Well, I guess I'll have to try cornbread from scratch, I'm the only one eating the stuff, so I just buy the $.59 Jiffy boxes, which DO have sugar in there, right before the lard. I load up the batter with so much (roasted serranos, onion, garlic, cumin, etc), that I think the sugar is overwhelmed. I add two eggs instead of one, and a little more milk than the box calls for, too.
Beans? My Mom had a great baked bean recipe with brown sugar and molasses. Lots on bacon on top.
As for iced tea... well, I'm from Texas, and we don't do that sweet tea thing. Let me tell you, it can be a real shock when you visit an area where it comes to the table already sweet, and you blithely add what you think is the only sugar involved. Woof. The Japanese places here in Los Angeles bring you a "simple sugar" syrup with your iced tea. Does not need much stirring. Here's what I'm doing: I throw a gallon sized bag (from Smart & Final) in a pitcher with hot water from the tap. I kick the bag around after an hour or so. In two or three hours, I get the stuff brewed to about where I want it, with minimal bitterness. Then I stir in a couple teaspoons of "Zulka" brand unrefined Mexican sugar ($2 for 4 lbs), at room temperature. It dissolves just fine. I go through the whole pitcher in 24 hours, so I don't bother to refrigerate the stuff.
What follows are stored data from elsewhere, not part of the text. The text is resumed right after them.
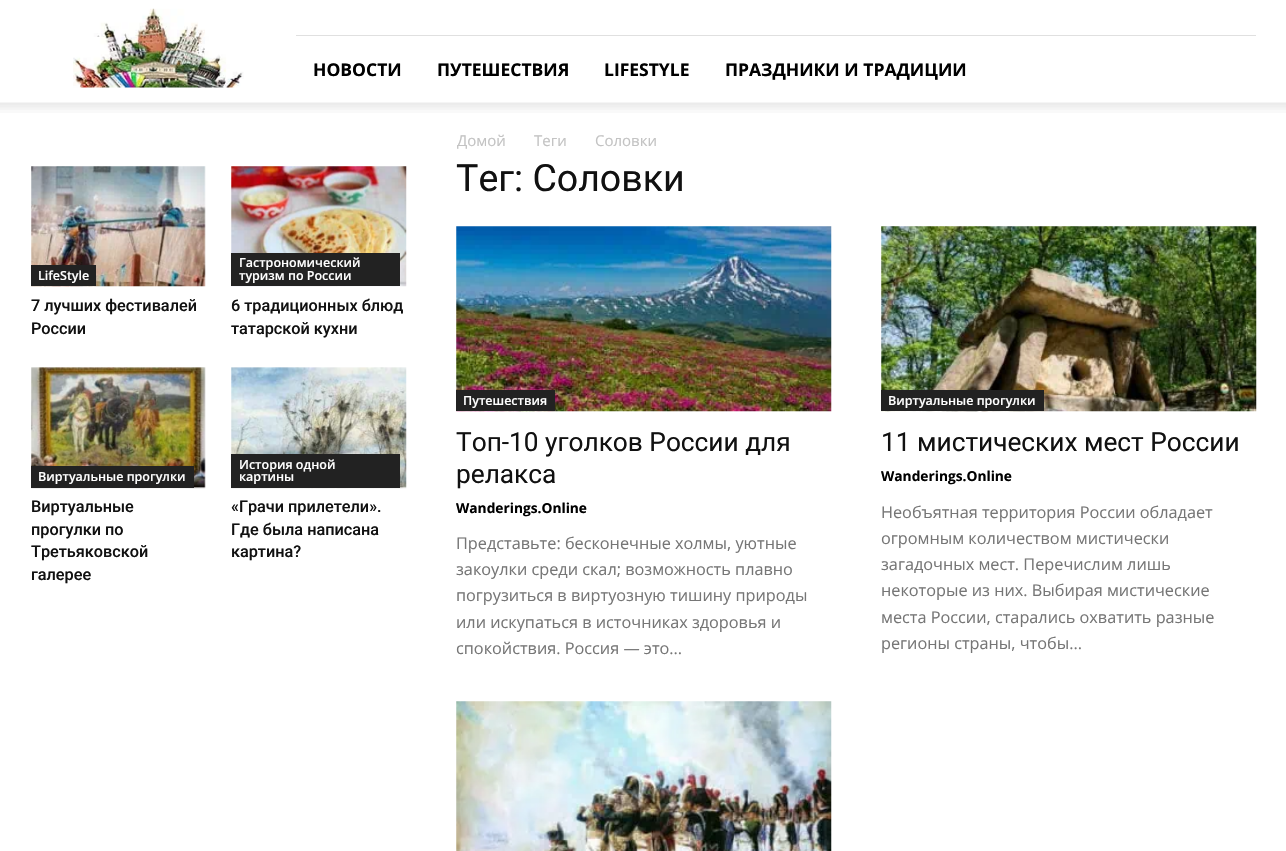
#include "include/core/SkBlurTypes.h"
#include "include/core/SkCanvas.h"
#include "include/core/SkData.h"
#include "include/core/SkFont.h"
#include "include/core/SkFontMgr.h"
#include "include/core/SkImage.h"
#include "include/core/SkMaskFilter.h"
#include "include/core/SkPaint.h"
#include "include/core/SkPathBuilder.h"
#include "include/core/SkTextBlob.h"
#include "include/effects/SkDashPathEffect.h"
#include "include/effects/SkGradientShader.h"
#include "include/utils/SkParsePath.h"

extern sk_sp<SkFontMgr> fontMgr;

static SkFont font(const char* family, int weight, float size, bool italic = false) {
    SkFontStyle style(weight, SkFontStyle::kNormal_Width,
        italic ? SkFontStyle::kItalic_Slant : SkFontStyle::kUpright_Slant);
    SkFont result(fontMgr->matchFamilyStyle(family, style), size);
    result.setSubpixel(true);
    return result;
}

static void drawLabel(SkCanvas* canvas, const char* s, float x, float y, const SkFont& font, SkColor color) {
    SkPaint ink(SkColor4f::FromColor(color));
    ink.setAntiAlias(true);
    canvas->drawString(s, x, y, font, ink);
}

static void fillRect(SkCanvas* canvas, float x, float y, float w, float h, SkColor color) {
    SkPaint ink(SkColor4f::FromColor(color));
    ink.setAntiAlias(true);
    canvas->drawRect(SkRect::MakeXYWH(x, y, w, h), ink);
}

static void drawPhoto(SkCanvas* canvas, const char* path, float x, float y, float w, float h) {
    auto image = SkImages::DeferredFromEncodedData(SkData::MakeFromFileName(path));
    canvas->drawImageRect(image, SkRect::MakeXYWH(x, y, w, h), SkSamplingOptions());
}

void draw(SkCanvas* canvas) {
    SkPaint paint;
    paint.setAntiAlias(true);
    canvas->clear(0xFFFFFFFF);
    drawPhoto(canvas, "assets/img1.png", 73, 8, 171, 80);
    fillRect(canvas, 296, 35, 960, 1, 0xFFE0E0E0);
    SkFont font1 = font("Open Sans", 700, 17.5f);
    drawLabel(canvas, "НОВОСТИ", 313, 76, font1, 0xFF000000);
    drawLabel(canvas, "ПУТЕШЕСТВИЯ", 437, 76, font1, 0xFF000000);
    drawLabel(canvas, "LIFESTYLE", 604, 76, font1, 0xFF000000);
    drawLabel(canvas, "ПРАЗДНИКИ И ТРАДИЦИИ", 725, 76, font1, 0xFF000000);
    drawPhoto(canvas, "assets/img2.png", 0, 102, 1286, 11);
    SkFont font2 = font("Open Sans", 400, 15);
    drawLabel(canvas, "Домой", 457, 146, font2, 0xFFC3C3C3);
    drawLabel(canvas, "Теги", 534, 146, font2, 0xFFC3C3C3);
    drawLabel(canvas, "Соловки", 595, 146, font2, 0xFFC3C3C3);
    drawPhoto(canvas, "assets/img3.png", 31, 166, 175, 121);
    fillRect(canvas, 31, 265, 65, 21, 0xFF222222);
    SkFont font3 = font("Open Sans", 600, 12.5f);
    drawLabel(canvas, "LifeStyle", 38, 280, font3, 0xFFFFFFFF);
    SkFont font4 = font("Roboto", 500, 16.25f);
    drawLabel(canvas, "7 лучших фестивалей", 31, 311, font4, 0xFF111111);
    drawLabel(canvas, "России", 31, 334, font4, 0xFF111111);
    drawPhoto(canvas, "assets/img4.png", 231, 166, 176, 121);
    fillRect(canvas, 231, 253, 169, 33, 0xFF222222);
    drawLabel(canvas, "Гастрономический", 239, 267, font3, 0xFFFFFFFF);
    drawLabel(canvas, "туризм по России", 239, 280, font3, 0xFFFFFFFF);
    drawLabel(canvas, "6 традиционных блюд", 231, 311, font4, 0xFF111111);
    drawLabel(canvas, "татарской кухни", 231, 334, font4, 0xFF111111);
    drawPhoto(canvas, "assets/img5.png", 31, 367, 175, 122);
    fillRect(canvas, 31, 466, 163, 22, 0xFF222222);
    drawLabel(canvas, "Виртуальные прогулки", 38, 481, font3, 0xFFFFFFFF);
    drawLabel(canvas, "Виртуальные", 31, 512, font4, 0xFF111111);
    drawLabel(canvas, "прогулки по", 31, 535, font4, 0xFF111111);
    drawLabel(canvas, "Третьяковской", 31, 557, font4, 0xFF111111);
    drawLabel(canvas, "галерее", 31, 580, font4, 0xFF111111);
    drawPhoto(canvas, "assets/img6.png", 231, 367, 176, 122);
    fillRect(canvas, 231, 454, 169, 34, 0xFF222222);
    drawLabel(canvas, "История одной", 239, 469, font3, 0xFFFFFFFF);
    drawLabel(canvas, "картины", 239, 481, font3, 0xFFFFFFFF);
    drawLabel(canvas, "«Грачи прилетели».", 231, 512, font4, 0xFF111111);
    drawLabel(canvas, "Где была написана", 231, 535, font4, 0xFF111111);
    drawLabel(canvas, "картина?", 231, 557, font4, 0xFF111111);
    SkFont font5 = font("Roboto", 400, 37.5f);
    drawLabel(canvas, "Тег: Соловки", 456, 191, font5, 0xFF111111);
    drawPhoto(canvas, "assets/img7.png", 456, 226, 376, 186);
    fillRect(canvas, 456, 390, 99, 21, 0xFF222222);
    drawLabel(canvas, "Путешествия", 463, 405, font3, 0xFFFFFFFF);
    SkFont font6 = font("Roboto", 400, 26.25f);
    drawLabel(canvas, "Топ-10 уголков России для", 456, 451, font6, 0xFF111111);
    drawLabel(canvas, "релакса", 456, 483, font6, 0xFF111111);
    SkFont font7 = font("Open Sans", 700, 13.75f);
    drawLabel(canvas, "Wanderings.Online", 456, 513, font7, 0xFF000000);
    SkFont font8 = font("Open Sans", 400, 16.25f);
    drawLabel(canvas, "Представьте: бесконечные холмы, уютные", 456, 549, font8, 0xFF767676);
    drawLabel(canvas, "закоулки среди скал; возможность плавно", 456, 575, font8, 0xFF767676);
    drawLabel(canvas, "погрузиться в виртуозную тишину природы", 456, 601, font8, 0xFF767676);
    drawLabel(canvas, "или искупаться в источниках здоровья и", 456, 628, font8, 0xFF767676);
    drawLabel(canvas, "спокойствия. Россия — это...", 456, 654, font8, 0xFF767676);
    drawPhoto(canvas, "assets/img8.png", 881, 226, 376, 186);
    fillRect(canvas, 881, 390, 163, 21, 0xFF222222);
    drawLabel(canvas, "Виртуальные прогулки", 888, 405, font3, 0xFFFFFFFF);
    drawLabel(canvas, "11 мистических мест России", 881, 451, font6, 0xFF111111);
    drawLabel(canvas, "Wanderings.Online", 881, 481, font7, 0xFF000000);
    drawLabel(canvas, "Необъятная территория России обладает", 881, 518, font8, 0xFF767676);
    drawLabel(canvas, "огромным количеством мистически", 881, 544, font8, 0xFF767676);
    drawLabel(canvas, "загадочных мест. Перечислим лишь", 881, 570, font8, 0xFF767676);
    drawLabel(canvas, "некоторые из них. Выбирая мистические", 881, 596, font8, 0xFF767676);
    drawLabel(canvas, "места России, старались охватить разные", 881, 623, font8, 0xFF767676);
    drawLabel(canvas, "регионы страны, чтобы...", 881, 649, font8, 0xFF767676);
    drawPhoto(canvas, "assets/img9.png", 456, 701, 376, 150);
}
As for true Southerners... Eh... Being from Texas, I feel a little left out sometimes. Texas joining the CSA somehow doesn't seem to count. Yet I think Texas was pretty important as a supplier of food, and other items in the War of Northern Agression. It's a complicated subject. H.L. Mencken considered Maryland part of the South. Certainly we need to look at Louisiana as part of the South, but again, I think a lot of folks look askance at New Orleans, and its culture, you know? Like the folks there are the sinful poor relations of the South. I guess Oklahoma and Arkansas are back of the bus Southerners, too. But Texas is so big that it's all over (literally) the map. El Paso? Not the South. Dallas? Kinda the South. Brownsville? TOO FAR SOUTH. Ha.